▸ Task to complete
Copy out each line below that has the word "Ruhrdeich" in it.
---*---
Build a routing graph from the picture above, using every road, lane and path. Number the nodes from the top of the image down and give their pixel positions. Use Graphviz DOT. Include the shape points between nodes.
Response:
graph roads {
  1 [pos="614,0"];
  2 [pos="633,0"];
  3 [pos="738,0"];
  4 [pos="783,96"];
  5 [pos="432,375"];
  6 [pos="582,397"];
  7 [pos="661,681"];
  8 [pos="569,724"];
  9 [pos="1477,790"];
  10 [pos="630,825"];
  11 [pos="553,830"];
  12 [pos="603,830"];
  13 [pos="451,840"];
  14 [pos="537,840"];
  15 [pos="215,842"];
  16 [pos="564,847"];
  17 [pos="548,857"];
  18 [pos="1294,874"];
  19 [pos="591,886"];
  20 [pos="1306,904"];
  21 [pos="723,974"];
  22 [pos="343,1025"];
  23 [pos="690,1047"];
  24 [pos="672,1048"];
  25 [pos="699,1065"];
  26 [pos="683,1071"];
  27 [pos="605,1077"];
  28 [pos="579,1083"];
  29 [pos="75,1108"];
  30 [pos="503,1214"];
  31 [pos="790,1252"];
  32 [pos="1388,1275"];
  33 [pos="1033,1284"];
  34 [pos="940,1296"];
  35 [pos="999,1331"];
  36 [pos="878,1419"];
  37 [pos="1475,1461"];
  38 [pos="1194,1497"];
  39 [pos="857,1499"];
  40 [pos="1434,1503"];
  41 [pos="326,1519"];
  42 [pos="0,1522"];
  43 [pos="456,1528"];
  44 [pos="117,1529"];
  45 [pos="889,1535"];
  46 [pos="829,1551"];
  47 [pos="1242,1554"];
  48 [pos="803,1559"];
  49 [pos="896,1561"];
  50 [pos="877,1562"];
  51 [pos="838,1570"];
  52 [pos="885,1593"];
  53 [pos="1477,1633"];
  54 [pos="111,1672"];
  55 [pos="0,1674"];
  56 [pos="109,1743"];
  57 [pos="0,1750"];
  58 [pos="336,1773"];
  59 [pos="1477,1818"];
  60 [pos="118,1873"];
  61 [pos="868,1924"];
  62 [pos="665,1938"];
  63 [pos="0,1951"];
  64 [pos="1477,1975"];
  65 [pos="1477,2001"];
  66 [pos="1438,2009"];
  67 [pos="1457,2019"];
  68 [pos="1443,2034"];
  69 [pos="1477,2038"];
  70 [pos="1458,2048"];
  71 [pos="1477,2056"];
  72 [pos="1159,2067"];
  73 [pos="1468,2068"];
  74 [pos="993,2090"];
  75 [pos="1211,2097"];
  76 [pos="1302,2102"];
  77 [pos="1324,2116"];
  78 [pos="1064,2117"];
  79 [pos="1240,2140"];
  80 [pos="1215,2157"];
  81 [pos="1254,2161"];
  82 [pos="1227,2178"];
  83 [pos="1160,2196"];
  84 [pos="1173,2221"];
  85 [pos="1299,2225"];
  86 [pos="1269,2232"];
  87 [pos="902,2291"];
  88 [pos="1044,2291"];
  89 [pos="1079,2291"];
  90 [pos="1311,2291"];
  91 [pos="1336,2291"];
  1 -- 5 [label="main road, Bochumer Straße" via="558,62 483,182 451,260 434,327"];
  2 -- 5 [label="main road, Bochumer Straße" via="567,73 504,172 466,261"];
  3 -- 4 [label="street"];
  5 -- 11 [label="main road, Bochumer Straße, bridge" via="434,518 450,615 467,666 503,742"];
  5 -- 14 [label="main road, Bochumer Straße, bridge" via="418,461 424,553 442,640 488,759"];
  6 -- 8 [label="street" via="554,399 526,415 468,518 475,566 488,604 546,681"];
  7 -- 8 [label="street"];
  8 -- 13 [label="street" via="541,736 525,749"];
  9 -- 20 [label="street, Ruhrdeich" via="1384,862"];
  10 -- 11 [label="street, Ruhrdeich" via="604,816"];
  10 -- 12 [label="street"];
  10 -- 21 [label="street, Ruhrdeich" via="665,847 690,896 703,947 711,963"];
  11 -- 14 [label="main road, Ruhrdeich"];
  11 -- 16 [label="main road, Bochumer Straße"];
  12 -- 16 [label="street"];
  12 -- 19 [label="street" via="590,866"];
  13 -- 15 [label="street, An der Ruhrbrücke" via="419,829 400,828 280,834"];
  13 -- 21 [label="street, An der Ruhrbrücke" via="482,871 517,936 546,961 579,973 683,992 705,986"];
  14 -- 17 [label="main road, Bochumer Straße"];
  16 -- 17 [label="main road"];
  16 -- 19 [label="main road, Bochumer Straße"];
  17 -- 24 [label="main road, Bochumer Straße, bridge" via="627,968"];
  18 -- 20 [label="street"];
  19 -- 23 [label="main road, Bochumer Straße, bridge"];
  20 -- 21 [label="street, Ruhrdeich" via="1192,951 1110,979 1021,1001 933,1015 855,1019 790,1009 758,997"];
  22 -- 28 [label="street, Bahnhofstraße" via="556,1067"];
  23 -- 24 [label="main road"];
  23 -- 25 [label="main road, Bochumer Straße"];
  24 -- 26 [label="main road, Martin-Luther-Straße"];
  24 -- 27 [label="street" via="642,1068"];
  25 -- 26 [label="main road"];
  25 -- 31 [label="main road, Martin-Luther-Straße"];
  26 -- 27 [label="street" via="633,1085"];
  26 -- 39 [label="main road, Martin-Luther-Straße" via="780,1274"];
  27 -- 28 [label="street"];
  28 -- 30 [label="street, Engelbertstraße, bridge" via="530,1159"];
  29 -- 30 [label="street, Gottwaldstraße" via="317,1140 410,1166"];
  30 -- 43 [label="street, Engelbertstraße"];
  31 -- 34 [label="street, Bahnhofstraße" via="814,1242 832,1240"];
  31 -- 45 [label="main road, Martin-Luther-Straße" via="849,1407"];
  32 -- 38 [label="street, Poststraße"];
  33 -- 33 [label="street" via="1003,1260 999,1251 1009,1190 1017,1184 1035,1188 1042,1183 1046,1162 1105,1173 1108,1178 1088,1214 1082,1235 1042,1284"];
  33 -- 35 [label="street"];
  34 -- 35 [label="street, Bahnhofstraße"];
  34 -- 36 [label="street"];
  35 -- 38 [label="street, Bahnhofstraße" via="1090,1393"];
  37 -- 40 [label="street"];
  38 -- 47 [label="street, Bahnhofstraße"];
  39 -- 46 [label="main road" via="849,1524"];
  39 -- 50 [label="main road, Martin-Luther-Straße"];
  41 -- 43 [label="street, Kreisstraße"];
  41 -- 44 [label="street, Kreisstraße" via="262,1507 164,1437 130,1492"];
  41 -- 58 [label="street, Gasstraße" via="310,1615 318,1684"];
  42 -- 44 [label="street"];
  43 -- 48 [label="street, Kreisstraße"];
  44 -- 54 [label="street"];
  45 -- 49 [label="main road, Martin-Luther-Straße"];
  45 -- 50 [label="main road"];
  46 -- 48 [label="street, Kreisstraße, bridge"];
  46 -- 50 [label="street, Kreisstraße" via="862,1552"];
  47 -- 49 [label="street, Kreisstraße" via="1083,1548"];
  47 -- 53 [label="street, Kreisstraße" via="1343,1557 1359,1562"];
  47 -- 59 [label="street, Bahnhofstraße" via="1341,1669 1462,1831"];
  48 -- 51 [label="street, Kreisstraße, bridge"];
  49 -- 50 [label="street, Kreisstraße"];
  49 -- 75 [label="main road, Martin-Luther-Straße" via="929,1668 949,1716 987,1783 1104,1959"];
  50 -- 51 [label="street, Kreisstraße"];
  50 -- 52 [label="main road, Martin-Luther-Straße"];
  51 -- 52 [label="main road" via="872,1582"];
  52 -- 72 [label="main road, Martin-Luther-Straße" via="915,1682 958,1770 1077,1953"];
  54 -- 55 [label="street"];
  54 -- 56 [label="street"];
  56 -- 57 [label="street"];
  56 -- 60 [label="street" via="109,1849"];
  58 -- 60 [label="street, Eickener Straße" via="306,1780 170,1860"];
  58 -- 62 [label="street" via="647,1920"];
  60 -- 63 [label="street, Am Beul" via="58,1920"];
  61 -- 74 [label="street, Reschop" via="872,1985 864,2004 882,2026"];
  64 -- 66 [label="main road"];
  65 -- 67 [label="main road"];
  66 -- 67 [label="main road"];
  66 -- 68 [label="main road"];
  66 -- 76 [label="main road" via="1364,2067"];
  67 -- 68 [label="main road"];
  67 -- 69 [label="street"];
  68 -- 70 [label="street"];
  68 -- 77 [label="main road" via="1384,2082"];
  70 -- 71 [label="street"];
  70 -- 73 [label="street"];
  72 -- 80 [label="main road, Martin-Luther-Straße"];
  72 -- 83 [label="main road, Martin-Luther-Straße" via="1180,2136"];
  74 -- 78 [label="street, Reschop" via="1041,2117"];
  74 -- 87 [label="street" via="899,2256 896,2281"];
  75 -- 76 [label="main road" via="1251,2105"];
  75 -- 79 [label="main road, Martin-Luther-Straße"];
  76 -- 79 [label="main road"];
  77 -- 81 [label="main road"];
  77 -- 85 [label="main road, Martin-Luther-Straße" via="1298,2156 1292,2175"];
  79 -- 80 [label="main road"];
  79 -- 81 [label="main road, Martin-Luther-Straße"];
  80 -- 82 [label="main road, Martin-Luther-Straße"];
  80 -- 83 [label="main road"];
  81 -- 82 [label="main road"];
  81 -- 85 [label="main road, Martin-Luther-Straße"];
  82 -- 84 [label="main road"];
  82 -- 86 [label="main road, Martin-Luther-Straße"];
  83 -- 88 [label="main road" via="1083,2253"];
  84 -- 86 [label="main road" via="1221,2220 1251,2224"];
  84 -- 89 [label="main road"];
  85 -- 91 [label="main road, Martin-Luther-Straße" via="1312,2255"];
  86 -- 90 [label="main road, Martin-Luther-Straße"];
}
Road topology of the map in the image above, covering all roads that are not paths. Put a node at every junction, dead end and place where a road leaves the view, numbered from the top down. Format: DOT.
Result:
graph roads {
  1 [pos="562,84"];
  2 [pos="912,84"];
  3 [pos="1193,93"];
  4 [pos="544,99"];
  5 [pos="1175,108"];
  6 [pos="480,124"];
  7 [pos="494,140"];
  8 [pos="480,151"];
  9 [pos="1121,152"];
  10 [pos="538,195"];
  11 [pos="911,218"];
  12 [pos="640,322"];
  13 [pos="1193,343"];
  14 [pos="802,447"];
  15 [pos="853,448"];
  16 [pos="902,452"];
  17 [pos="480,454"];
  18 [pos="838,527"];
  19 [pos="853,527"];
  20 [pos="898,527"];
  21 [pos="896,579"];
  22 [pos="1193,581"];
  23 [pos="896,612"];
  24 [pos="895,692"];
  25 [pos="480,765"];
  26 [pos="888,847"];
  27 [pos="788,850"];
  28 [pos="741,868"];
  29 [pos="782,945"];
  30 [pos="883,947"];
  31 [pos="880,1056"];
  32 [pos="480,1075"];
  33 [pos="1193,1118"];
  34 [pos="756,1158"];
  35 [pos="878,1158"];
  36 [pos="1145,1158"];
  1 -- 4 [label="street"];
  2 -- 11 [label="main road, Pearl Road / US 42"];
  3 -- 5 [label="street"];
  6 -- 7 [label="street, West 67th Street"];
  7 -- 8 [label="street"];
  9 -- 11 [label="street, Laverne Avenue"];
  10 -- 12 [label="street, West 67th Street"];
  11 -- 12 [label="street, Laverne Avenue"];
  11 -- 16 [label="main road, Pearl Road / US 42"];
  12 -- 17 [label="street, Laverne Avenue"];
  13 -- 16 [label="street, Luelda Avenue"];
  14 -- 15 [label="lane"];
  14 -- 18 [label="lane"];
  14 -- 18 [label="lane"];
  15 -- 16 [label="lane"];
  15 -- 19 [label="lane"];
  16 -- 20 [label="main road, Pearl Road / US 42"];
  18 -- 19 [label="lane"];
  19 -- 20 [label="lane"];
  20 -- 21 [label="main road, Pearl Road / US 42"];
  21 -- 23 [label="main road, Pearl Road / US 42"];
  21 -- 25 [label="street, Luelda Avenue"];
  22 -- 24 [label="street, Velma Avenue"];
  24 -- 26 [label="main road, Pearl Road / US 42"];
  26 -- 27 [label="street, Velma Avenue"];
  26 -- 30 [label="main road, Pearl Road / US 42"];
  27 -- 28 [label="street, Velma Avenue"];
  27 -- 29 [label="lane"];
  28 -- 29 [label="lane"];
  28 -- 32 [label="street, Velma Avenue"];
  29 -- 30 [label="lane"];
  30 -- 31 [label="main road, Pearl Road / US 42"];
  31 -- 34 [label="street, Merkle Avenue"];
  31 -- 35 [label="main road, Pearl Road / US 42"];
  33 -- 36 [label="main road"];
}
---*---
▸ Answer space
  9 -- 20 [label="street, Ruhrdeich" via="1384,862"];
  10 -- 11 [label="street, Ruhrdeich" via="604,816"];
  10 -- 21 [label="street, Ruhrdeich" via="665,847 690,896 703,947 711,963"];
  11 -- 14 [label="main road, Ruhrdeich"];
  20 -- 21 [label="street, Ruhrdeich" via="1192,951 1110,979 1021,1001 933,1015 855,1019 790,1009 758,997"];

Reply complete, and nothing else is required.